Depending on how money is used, increased funding can certainly have an impact. But if money alone determines outcomes, then a state’s educational achievement would be in direct correlation to its spending level. Two recent reports highlight that this isn’t the case.
When the Census Bureau recently released its “Public Education Finances: 2015” report, The 74, a nonpartisan news site covering education, noted per-pupil spending experienced the largest increase nationally since 2008. Yet the extra cash did not necessarily translate into better academic results on the National Assessment of Educational Progress.
The site reported “even as spending on students ticks up in post-recession years, and even when that spending is adjusted for regional price parity, kids aren’t proving to be doing much better academically.”
Census data showed California’s per-pupil spending increased 13.52 percent from 2013 to 2015, leading the nation. During that time, California’s average fourth-grade NAEP reading score increased just 0.13 of a point and the score on eighth-grade math declined.
Utah, in contrast, increased spending just 0.31 percent during the same period, the least in the country, yet its fourth-grade reading score increased 3.38 points and the eighth-grade math score increased 1.785 points. Utah was one of only six states to experience a gain in math scores.
During that same period, Oklahoma’s per-pupil funding increased 5.34 percent, a higher rate than in 27 states. Oklahoma’s fourth-grade NAEP reading score increased 4.84 points while the eighth-grade math score declined 0.921 of a point.
A similar pattern is notable when examining the results of the website WalletHub’s recent evaluation of the nation’s top-performing state school systems based on 21 key measures. WalletHub’s evaluation not only included measures of academic achievement, but measurements of school safety.

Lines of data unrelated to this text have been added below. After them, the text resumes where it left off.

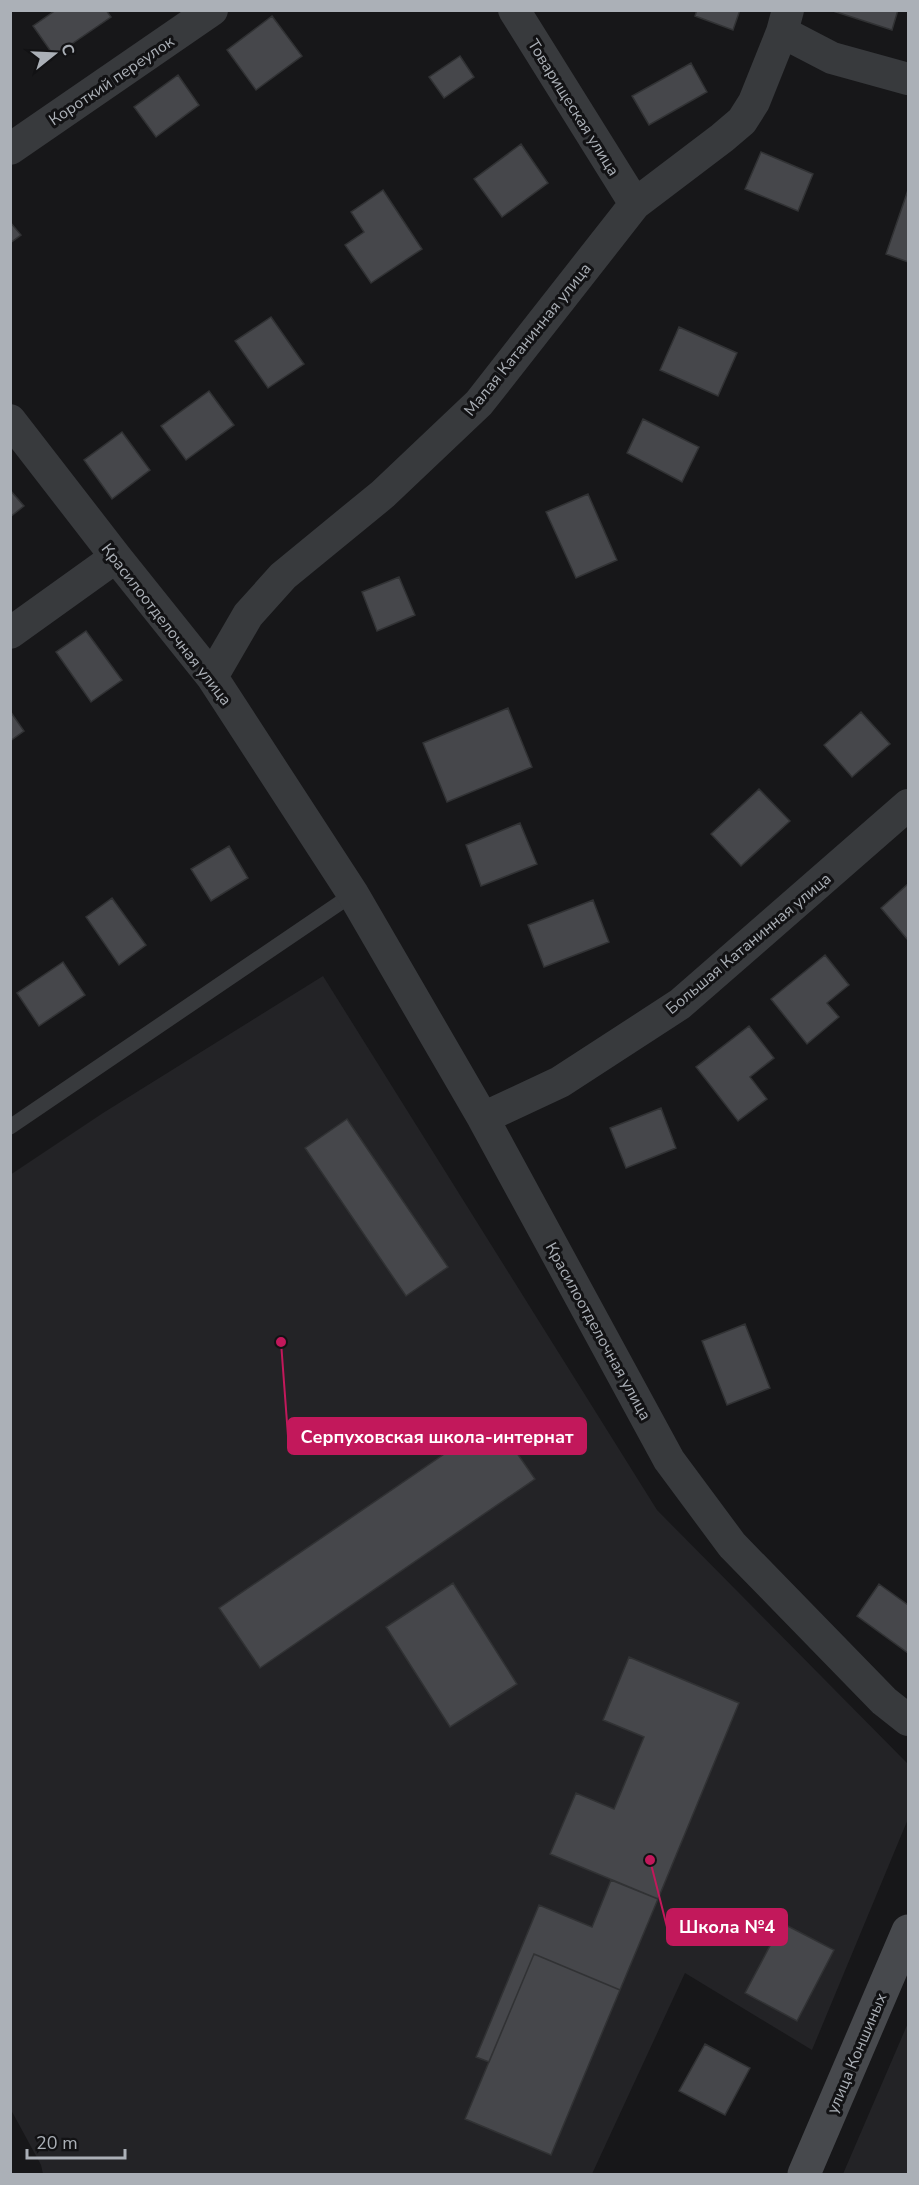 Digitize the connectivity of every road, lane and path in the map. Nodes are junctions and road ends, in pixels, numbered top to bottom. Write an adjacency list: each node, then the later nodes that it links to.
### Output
1 (212, 10): 5 (street, Короткий переулок)
2 (514, 10): 6 (street, Товарищеская улица)
3 (785, 21): 4 (street); 6 (street, Малая Катанинная улица)
4 (909, 79)
5 (10, 149)
6 (635, 204): 10 (street, Малая Катанинная улица)
7 (10, 420): 8 (street, Красилоотделочная улица)
8 (116, 557): 9 (street); 10 (street, Красилоотделочная улица)
9 (10, 633)
10 (212, 676): 12 (street, Красилоотделочная улица)
11 (909, 805): 13 (street, Большая Катанинная улица)
12 (353, 894): 13 (street, Красилоотделочная улица); 14 (lane)
13 (483, 1118): 15 (street, Красилоотделочная улица)
14 (10, 1127)
15 (909, 1720)
16 (909, 1931): 17 (main road, улица Коншиных)
17 (804, 2175)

Oklahoma schools ranked 18th nationally, ahead of many states spending much more money per pupil. Indeed, WalletHub ranked Oklahoma 47th on spending.
In contrast, New York ranked second for spending, but 26th in school-system quality. Rhode Island ranked ninth on spending but 25th on quality.
Granted, both reports found states where higher spending and higher educational rankings coexisted. But the most notable thing in both reports was that there was no consistent correlation between spending and academic outcomes.
As we’ve noted before, Oklahoma experienced the third-largest gain nationally in fourth-grade reading scores on the 2015 NAEP. That improvement didn’t coincide with any dramatic funding increase. But it did occur in the aftermath of a law banning social promotion of third-grade students who are at least two years below grade level in reading.
Similar policy focus hasn’t been placed on math, so it’s not surprising math remains a problem area in Oklahoma schools.
Spending can have an impact, no doubt. But the data shows good policy is even more important, and that good policy can generate academic improvement even without dramatic spending increases.